Given information
┄┄┄┄┄┄┄┄┄┄

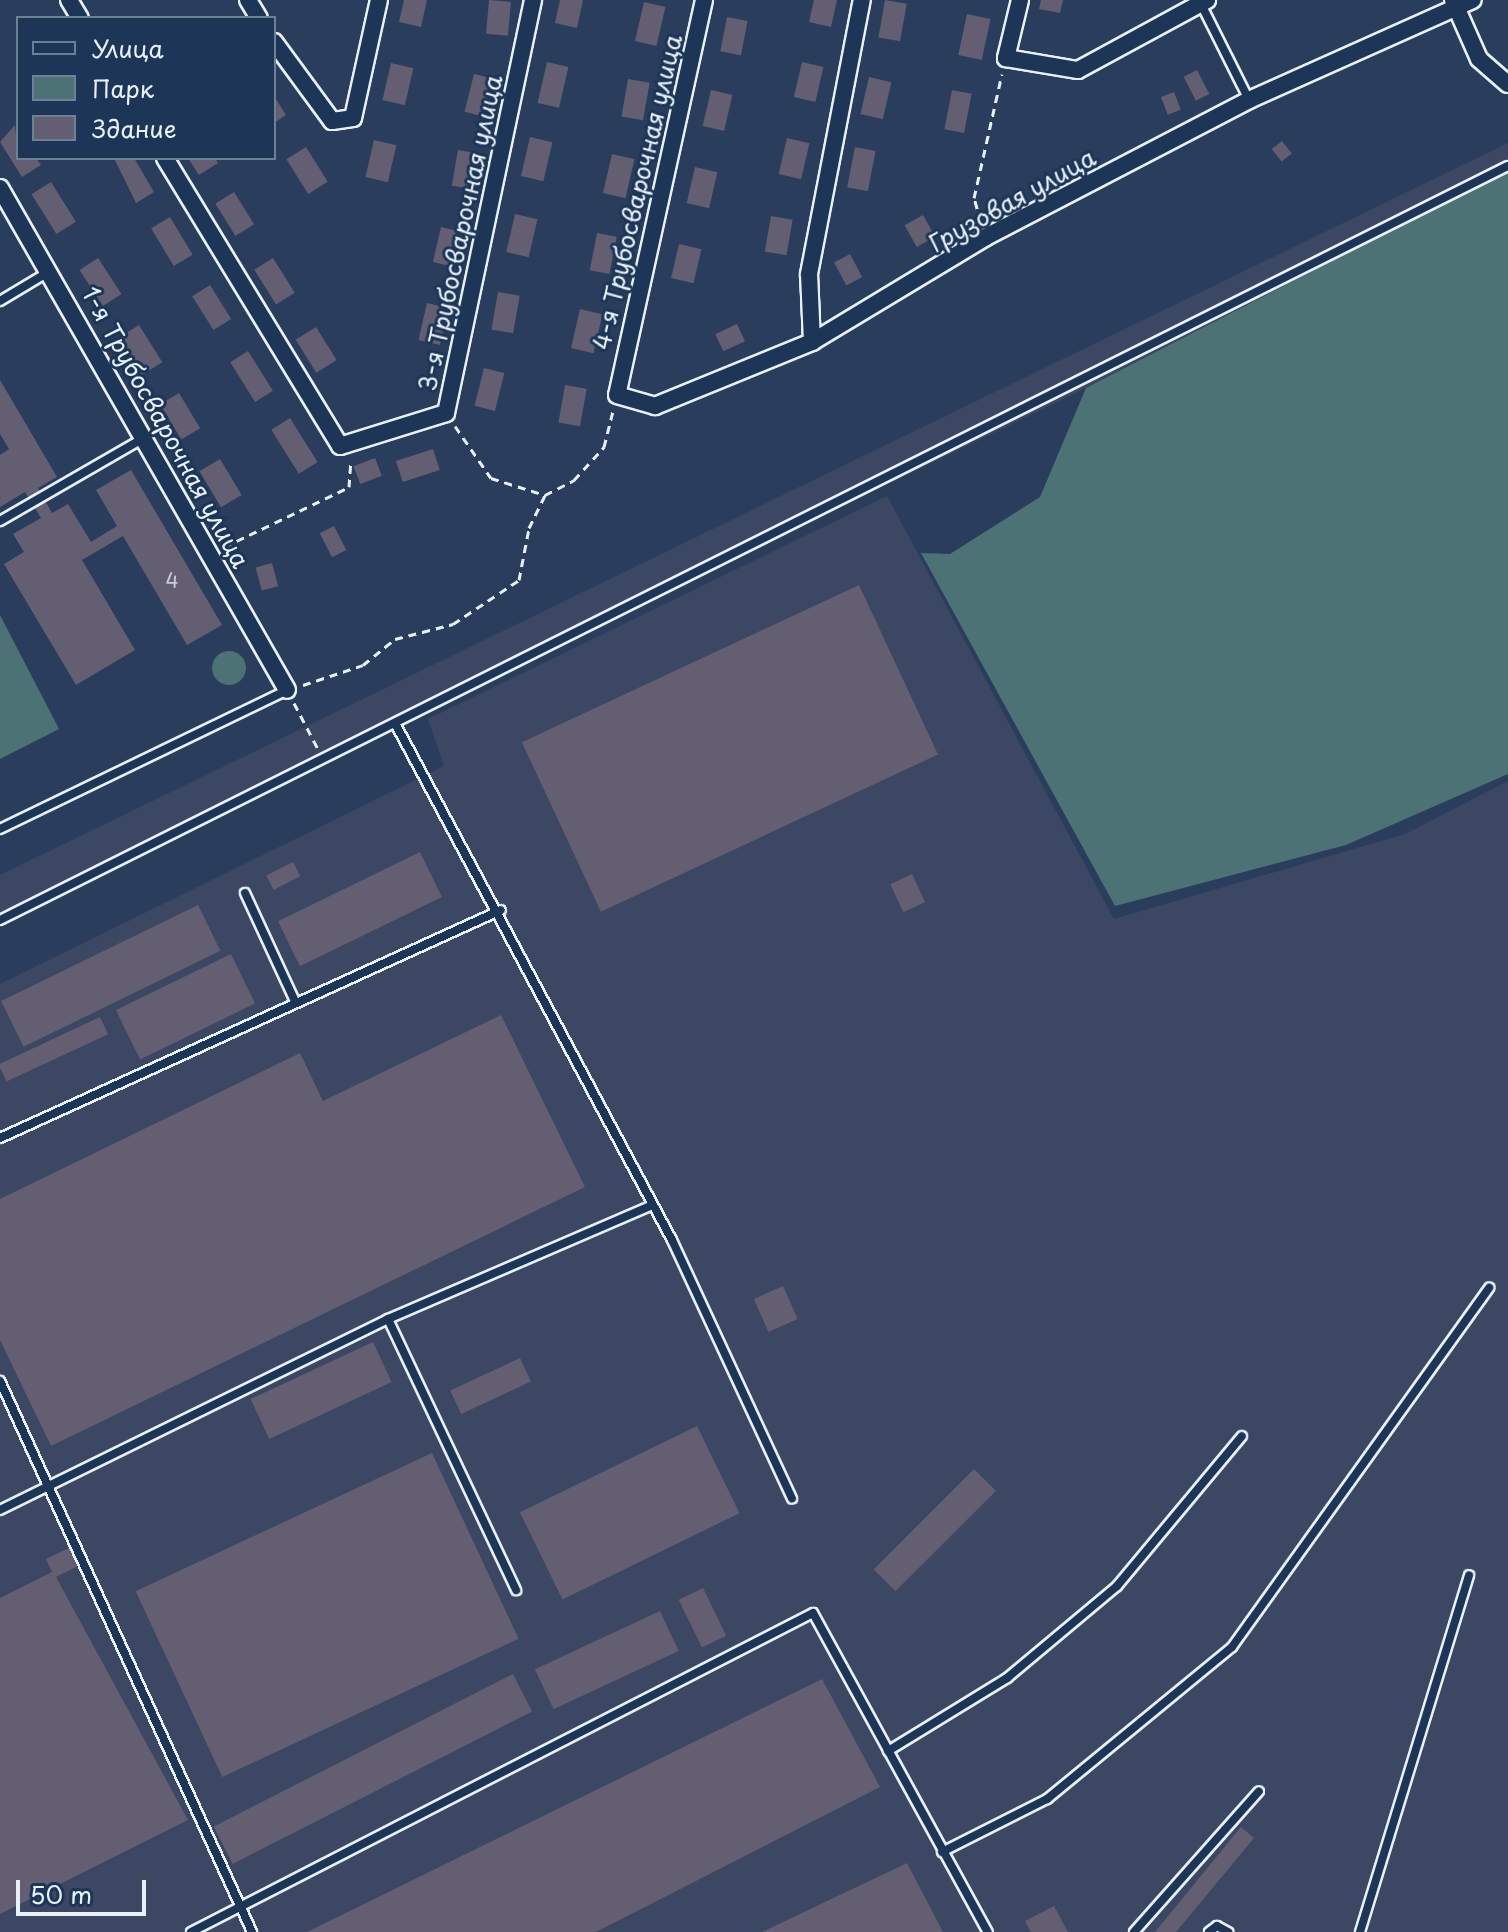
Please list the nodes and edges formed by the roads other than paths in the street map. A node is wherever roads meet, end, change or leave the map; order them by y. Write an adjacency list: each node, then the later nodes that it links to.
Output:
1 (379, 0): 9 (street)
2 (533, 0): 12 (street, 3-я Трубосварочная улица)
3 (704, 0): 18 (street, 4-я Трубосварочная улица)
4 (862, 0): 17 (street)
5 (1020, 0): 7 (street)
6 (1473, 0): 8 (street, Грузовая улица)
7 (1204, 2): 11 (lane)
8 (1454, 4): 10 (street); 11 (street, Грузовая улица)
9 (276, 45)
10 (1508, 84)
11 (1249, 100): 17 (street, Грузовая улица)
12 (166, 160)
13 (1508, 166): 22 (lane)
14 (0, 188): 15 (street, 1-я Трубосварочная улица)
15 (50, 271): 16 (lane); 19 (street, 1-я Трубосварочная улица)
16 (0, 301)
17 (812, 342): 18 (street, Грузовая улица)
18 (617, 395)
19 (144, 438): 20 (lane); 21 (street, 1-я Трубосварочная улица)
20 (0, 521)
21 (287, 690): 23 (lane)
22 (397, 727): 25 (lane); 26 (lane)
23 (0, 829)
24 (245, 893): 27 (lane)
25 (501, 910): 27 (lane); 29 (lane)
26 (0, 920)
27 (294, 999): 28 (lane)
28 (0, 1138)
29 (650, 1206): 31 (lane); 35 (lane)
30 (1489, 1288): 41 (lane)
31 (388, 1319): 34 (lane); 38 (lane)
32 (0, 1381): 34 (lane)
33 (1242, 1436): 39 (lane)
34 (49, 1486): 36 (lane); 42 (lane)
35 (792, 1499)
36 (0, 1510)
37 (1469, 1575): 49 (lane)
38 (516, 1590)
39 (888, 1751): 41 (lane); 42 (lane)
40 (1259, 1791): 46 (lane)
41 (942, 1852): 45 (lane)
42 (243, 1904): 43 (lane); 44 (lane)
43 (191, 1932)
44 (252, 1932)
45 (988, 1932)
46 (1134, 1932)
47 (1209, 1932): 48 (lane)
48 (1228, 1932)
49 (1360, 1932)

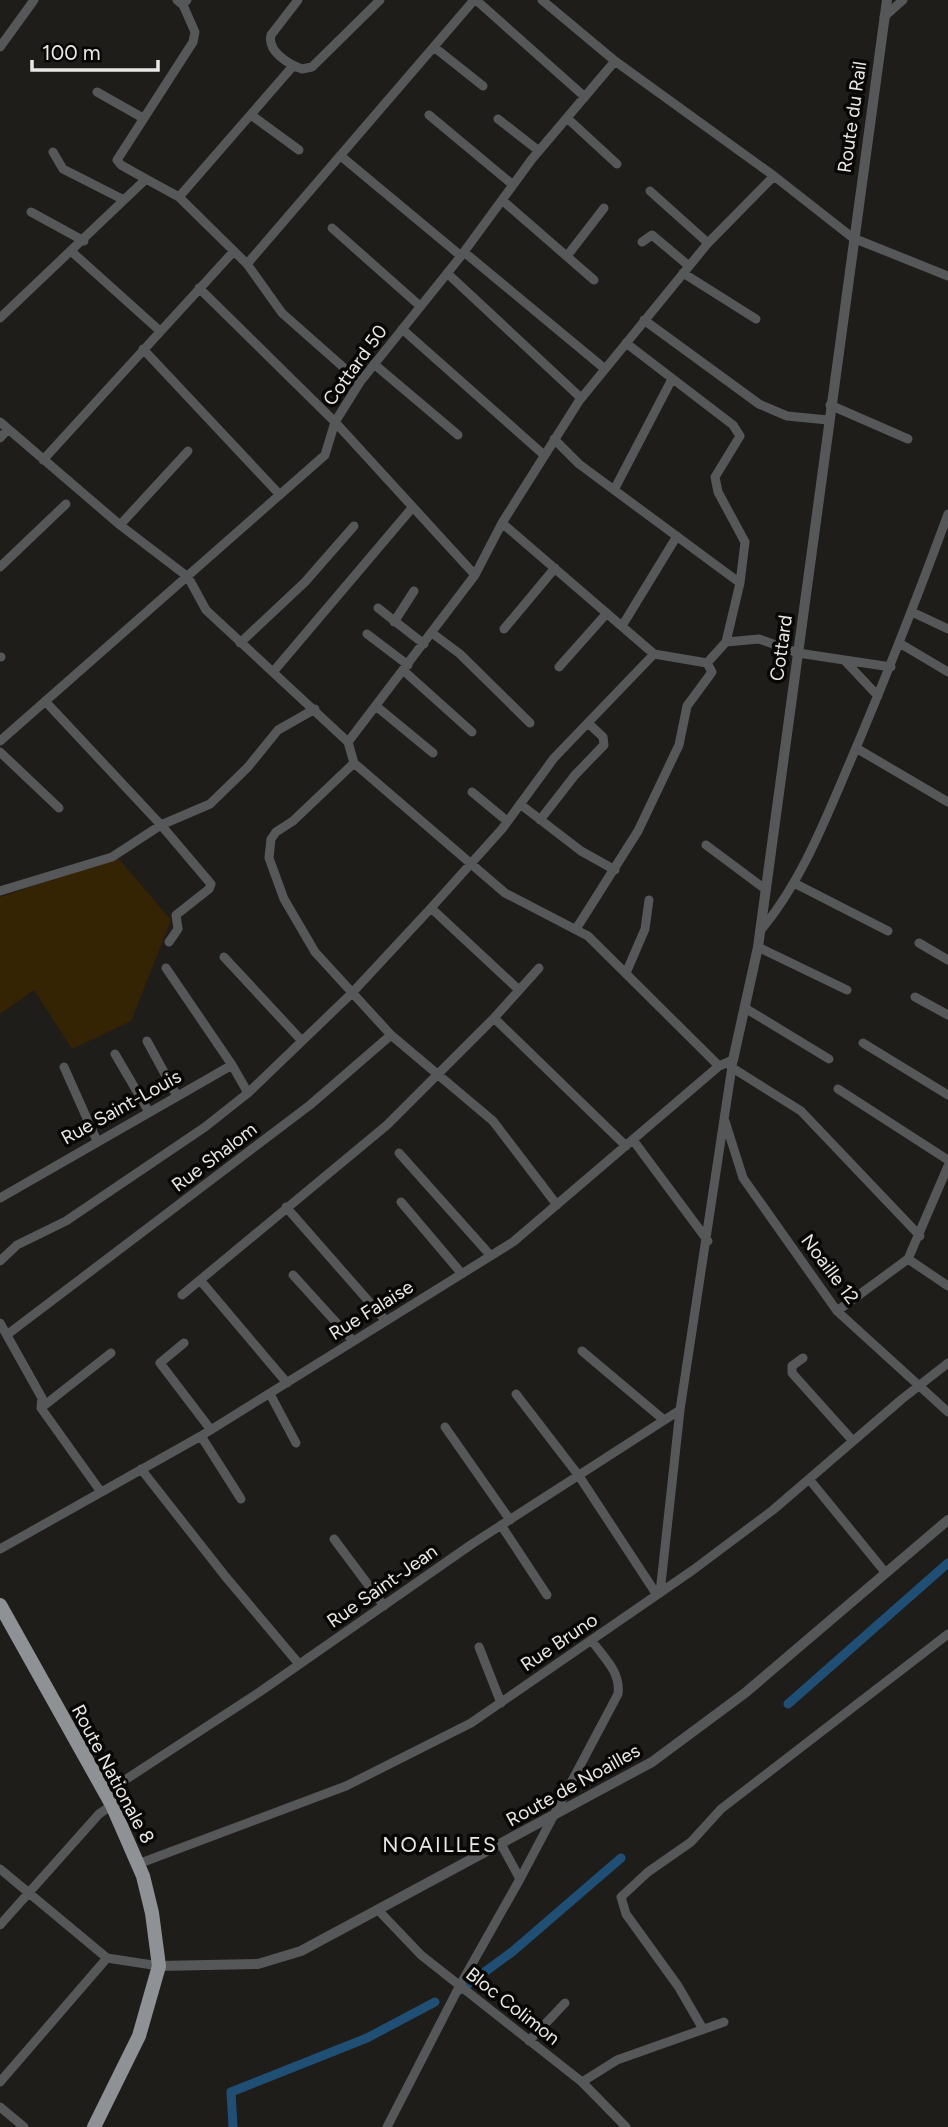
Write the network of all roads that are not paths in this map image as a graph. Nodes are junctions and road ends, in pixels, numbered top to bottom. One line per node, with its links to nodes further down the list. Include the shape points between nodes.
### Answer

┄┄┄┄┄┄┄┄┄┄

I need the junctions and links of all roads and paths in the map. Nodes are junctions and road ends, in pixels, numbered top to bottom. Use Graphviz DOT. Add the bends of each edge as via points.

┄┄┄┄┄┄┄┄┄┄

Task brief
If a line above holds "numbered", count it; say how many such lines there are and nothing else.

Result
2